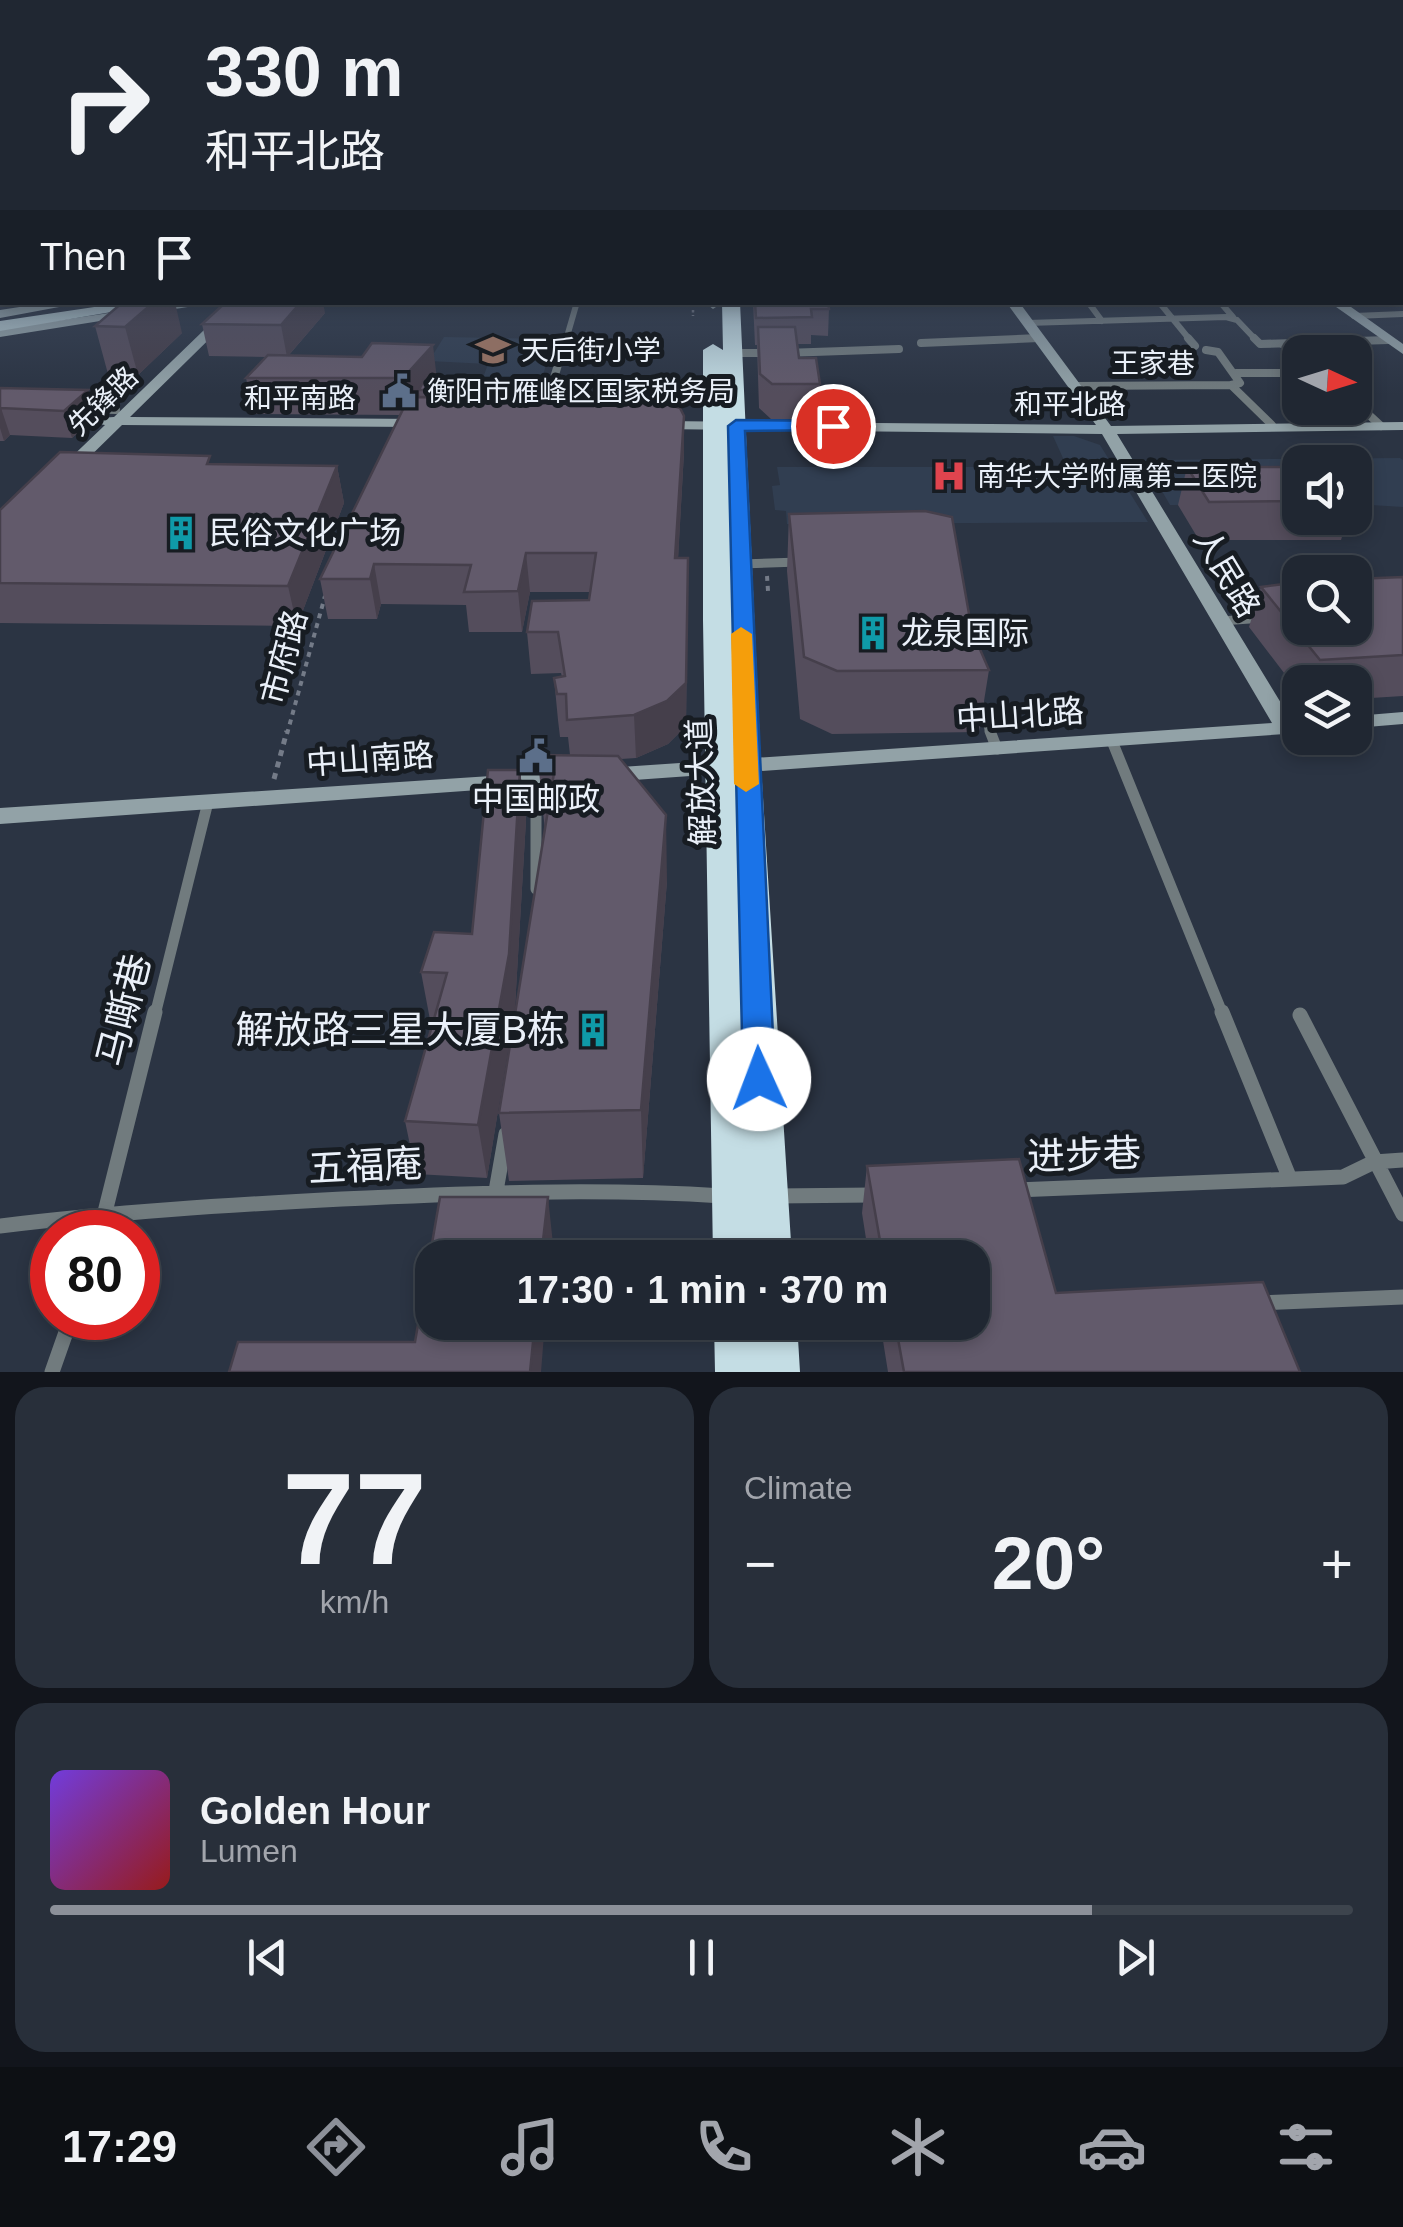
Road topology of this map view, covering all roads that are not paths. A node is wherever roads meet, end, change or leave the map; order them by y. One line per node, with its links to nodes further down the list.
1 (69, 305): 19 (street)
2 (104, 305): 19 (main road)
3 (140, 305): 19 (main road)
4 (183, 305): 19 (street)
5 (227, 305): 36 (street, 先锋路)
6 (238, 305): 36 (street, 先锋路)
7 (576, 305): 39 (lane)
8 (1014, 305): 20 (street, 人民路)
9 (1090, 305): 18 (lane)
10 (1161, 305): 17 (lane, 王家巷)
11 (1223, 305): 16 (lane)
12 (1339, 305): 15 (street)
13 (709, 306): 30 (highway, 解放大道); 42 (highway, 解放大道)
14 (1403, 314): 15 (lane)
15 (1354, 316): 22 (street)
16 (1234, 317): 17 (lane); 25 (lane)
17 (1172, 318): 18 (lane); 26 (lane, 王家巷)
18 (1102, 320): 20 (lane)
19 (0, 323)
20 (1028, 323): 21 (street, 人民路)
21 (1039, 338): 24 (lane); 34 (street, 人民路)
22 (1388, 340): 23 (lane); 29 (street)
23 (1372, 341)
24 (921, 343)
25 (1282, 344)
26 (1195, 346)
27 (899, 348): 30 (lane)
28 (1206, 350): 31 (lane, 王家巷)
29 (1403, 350)
30 (734, 353): 42 (highway, 解放大道)
31 (1236, 373): 32 (lane); 33 (lane, 王家巷)
32 (1282, 373)
33 (1230, 385): 34 (lane, 王家巷); 43 (lane, 王家巷)
34 (1076, 386): 46 (street, 人民路)
35 (77, 408): 36 (lane)
36 (112, 418): 38 (street, 和平南路); 47 (street, 先锋路)
37 (1372, 418): 44 (lane)
38 (438, 423)
39 (540, 423): 40 (street)
40 (560, 424)
41 (637, 424): 42 (street)
42 (725, 425): 46 (street, 和平北路); 49 (highway, 解放大道); 59 (highway, 解放大道)
43 (1272, 425): 44 (street, 和平北路); 46 (street, 和平北路)
44 (1381, 426): 45 (street, 和平北路)
45 (1403, 426)
46 (1107, 430): 51 (street, 人民路)
47 (52, 477)
48 (809, 562): 49 (lane)
49 (740, 564): 59 (highway, 解放大道)
50 (1280, 618): 51 (lane)
51 (1221, 621): 53 (street, 人民路)
52 (976, 693): 58 (lane)
53 (1282, 712)
54 (1403, 718): 55 (street)
55 (1372, 721)
56 (1282, 729): 57 (street, 中山北路)
57 (1112, 741): 58 (street, 中山北路); 68 (lane)
58 (996, 749): 59 (street, 中山北路)
59 (733, 767): 60 (street, 中山南路); 72 (highway, 解放大道)
60 (536, 780): 61 (street, 中山南路); 63 (lane)
61 (208, 802): 62 (street, 中山南路); 73 (lane, 马嘶巷)
62 (0, 816)
63 (535, 904)
64 (1300, 1015): 67 (lane)
65 (510, 1113): 70 (lane)
66 (1403, 1160): 67 (lane, 进步巷)
67 (1374, 1162): 68 (lane, 进步巷); 75 (lane)
68 (1290, 1179): 69 (lane, 进步巷)
69 (1004, 1190)
70 (496, 1192): 72 (lane, 五福庵); 74 (lane, 五福庵)
71 (886, 1194): 72 (lane)
72 (749, 1196): 78 (highway, 解放大道); 79 (highway, 解放大道)
73 (107, 1210)
74 (127, 1210)
75 (1403, 1214)
76 (30, 1222): 77 (lane, 五福庵)
77 (0, 1226)
78 (740, 1240)
79 (762, 1240)
80 (1403, 1297): 81 (lane)
81 (1249, 1304)
82 (63, 1340): 85 (lane)
83 (740, 1340): 86 (highway)
84 (773, 1340): 87 (highway)
85 (52, 1372)
86 (741, 1372)
87 (774, 1372)

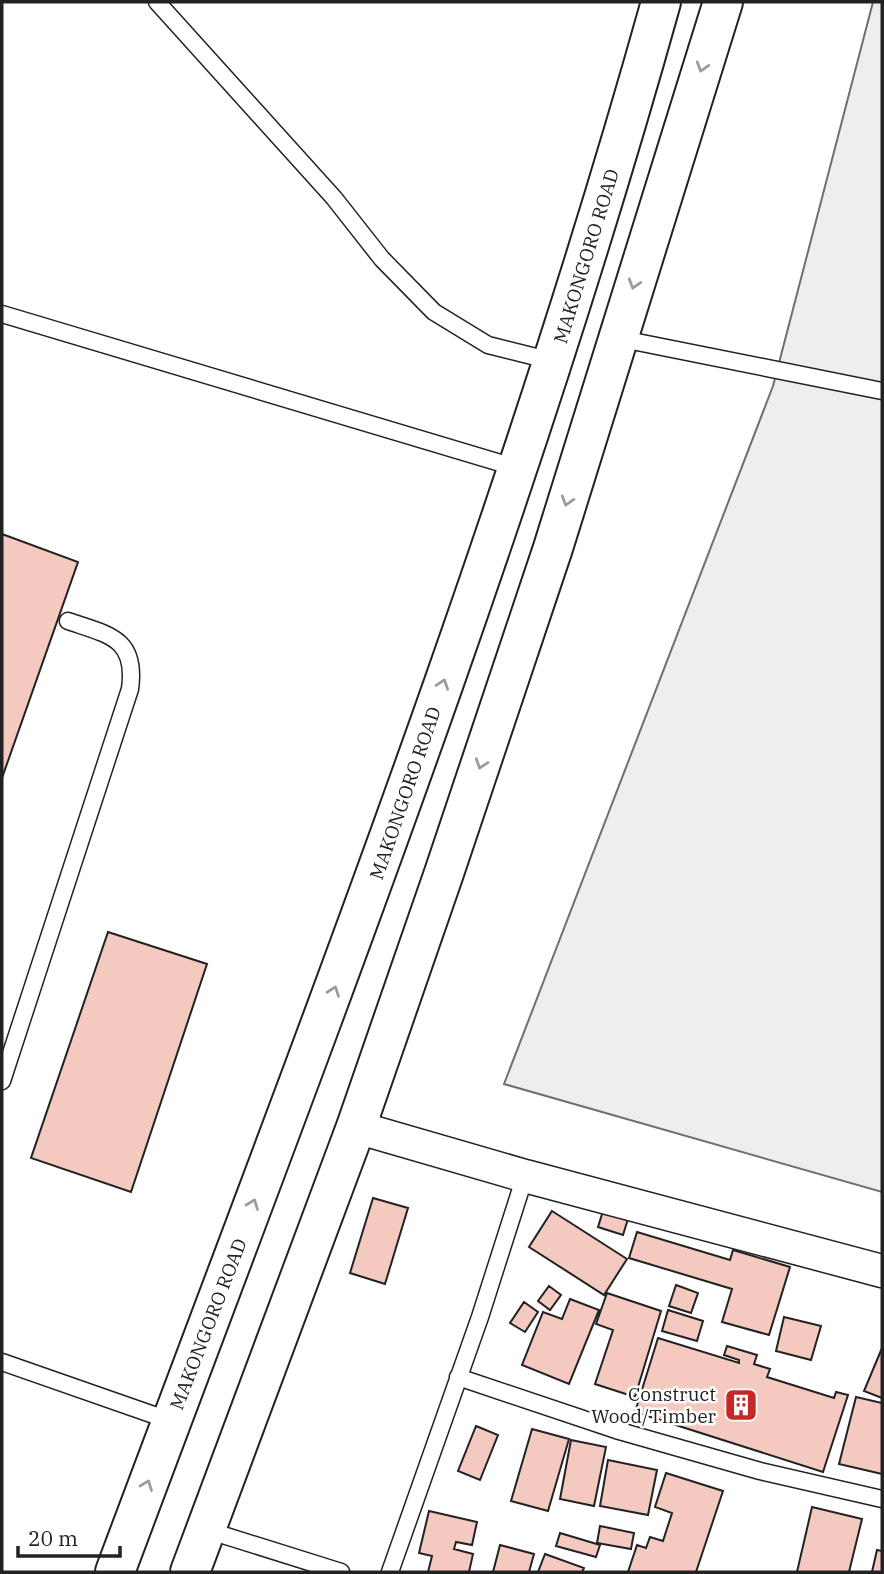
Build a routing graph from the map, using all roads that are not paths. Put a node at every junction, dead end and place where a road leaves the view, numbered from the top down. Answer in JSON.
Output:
{"nodes":[{"id":1,"x":157,"y":2,"type":"edge"},
{"id":2,"x":661,"y":2,"type":"edge"},
{"id":3,"x":723,"y":2,"type":"edge"},
{"id":4,"x":2,"y":314,"type":"edge"},
{"id":5,"x":617,"y":338,"type":"junction"},
{"id":6,"x":555,"y":361,"type":"junction"},
{"id":7,"x":882,"y":391,"type":"edge"},
{"id":8,"x":517,"y":468,"type":"junction"},
{"id":9,"x":68,"y":621,"type":"dead end"},
{"id":10,"x":2,"y":1081,"type":"edge"},
{"id":11,"x":356,"y":1127,"type":"junction"},
{"id":12,"x":525,"y":1176,"type":"junction"},
{"id":13,"x":882,"y":1271,"type":"edge"},
{"id":14,"x":2,"y":1362,"type":"edge"},
{"id":15,"x":458,"y":1377,"type":"junction"},
{"id":16,"x":172,"y":1421,"type":"junction"},
{"id":17,"x":882,"y":1499,"type":"edge"},
{"id":18,"x":207,"y":1530,"type":"junction"},
{"id":19,"x":115,"y":1572,"type":"edge"},
{"id":20,"x":190,"y":1572,"type":"edge"},
{"id":21,"x":341,"y":1572,"type":"edge"},
{"id":22,"x":390,"y":1572,"type":"edge"}],
"edges":[{"from":1,"to":6,"type":"lane"},
{"from":2,"to":6,"type":"main road","name":"MAKONGORO ROAD"},
{"from":3,"to":5,"type":"main road","one_way":true},
{"from":4,"to":8,"type":"lane"},
{"from":5,"to":7,"type":"lane"},
{"from":5,"to":11,"type":"main road","one_way":true},
{"from":6,"to":8,"type":"main road","name":"MAKONGORO ROAD"},
{"from":16,"to":8,"type":"main road","name":"MAKONGORO ROAD","one_way":true},
{"from":9,"to":10,"type":"lane"},
{"from":11,"to":12,"type":"street"},
{"from":11,"to":18,"type":"main road"},
{"from":12,"to":13,"type":"street"},
{"from":12,"to":15,"type":"lane"},
{"from":14,"to":16,"type":"lane"},
{"from":15,"to":17,"type":"lane"},
{"from":15,"to":22,"type":"lane"},
{"from":19,"to":16,"type":"main road","name":"MAKONGORO ROAD","one_way":true},
{"from":18,"to":20,"type":"main road"},
{"from":18,"to":21,"type":"lane"}]}
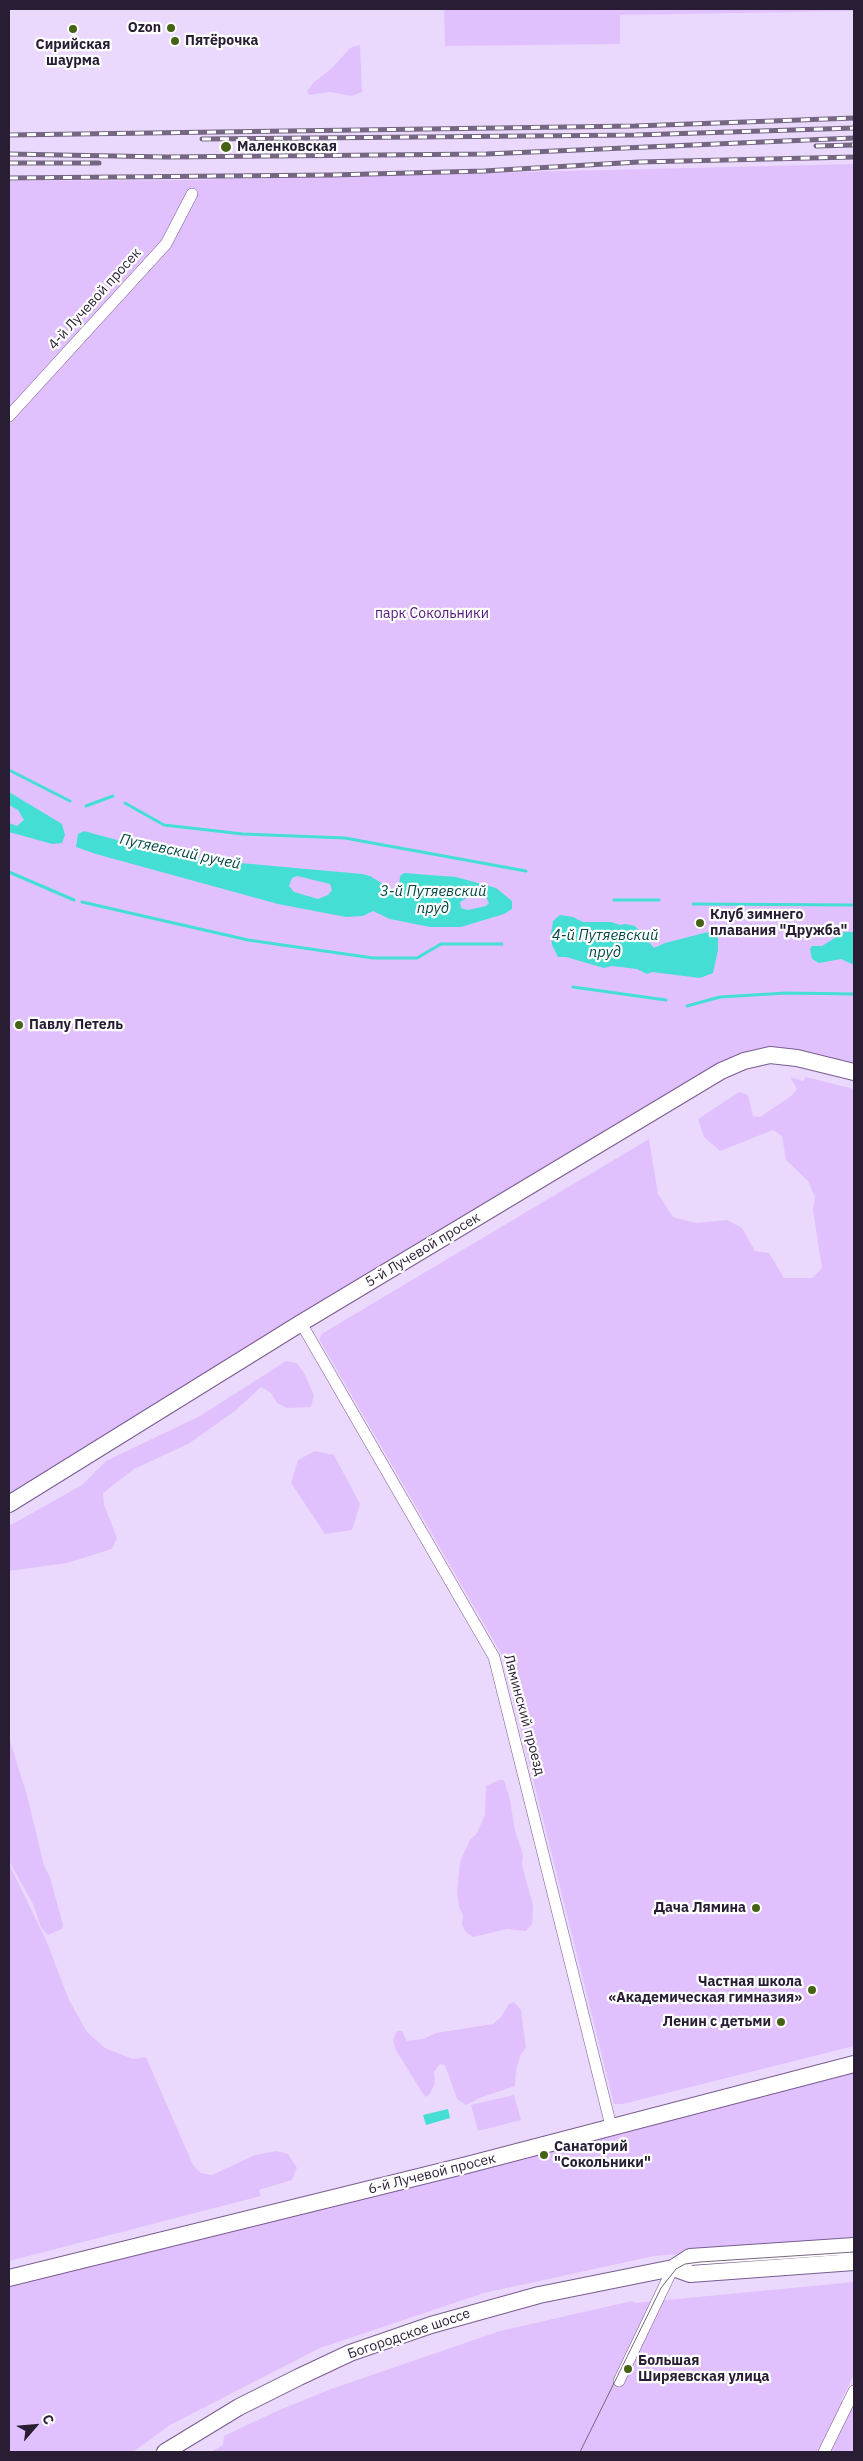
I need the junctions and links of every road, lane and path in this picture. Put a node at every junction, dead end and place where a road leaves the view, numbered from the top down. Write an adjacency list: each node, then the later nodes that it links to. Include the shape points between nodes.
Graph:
1 (192, 194): 2 (street, 4-й Лучевой просек, via 166,244)
2 (9, 416)
3 (854, 1072): 4 (street, 5-й Лучевой просек, via 770,1055 721,1071)
4 (301, 1323): 5 (street, 5-й Лучевой просек); 7 (street, Ляминский проезд, via 494,1657)
5 (9, 1504)
6 (854, 2064): 7 (street, 6-й Лучевой просек)
7 (611, 2126): 11 (street, 6-й Лучевой просек)
8 (854, 2246): 10 (street, Богородское шоссе, via 690,2257)
9 (854, 2262): 10 (street, Богородское шоссе, via 690,2274)
10 (673, 2268): 12 (street); 14 (street, Богородское шоссе, via 539,2295 431,2325 350,2353 240,2407)
11 (9, 2278)
12 (619, 2381)
13 (854, 2391): 15 (street)
14 (165, 2452)
15 (824, 2452)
○ ○ ○ ○
List all lines in the material containing the string "roads".

Road topology of this map view, covering all roads that are not paths. A node is wherever roads meet, end, change or leave the map; order them by y. One line per node, with its links to nodes further down the list.
Build a routing graph from the map, using all roads that are not paths. Put a node at every junction, dead end and place where a road leaves the view, numbered from the top down. Answer in JSON.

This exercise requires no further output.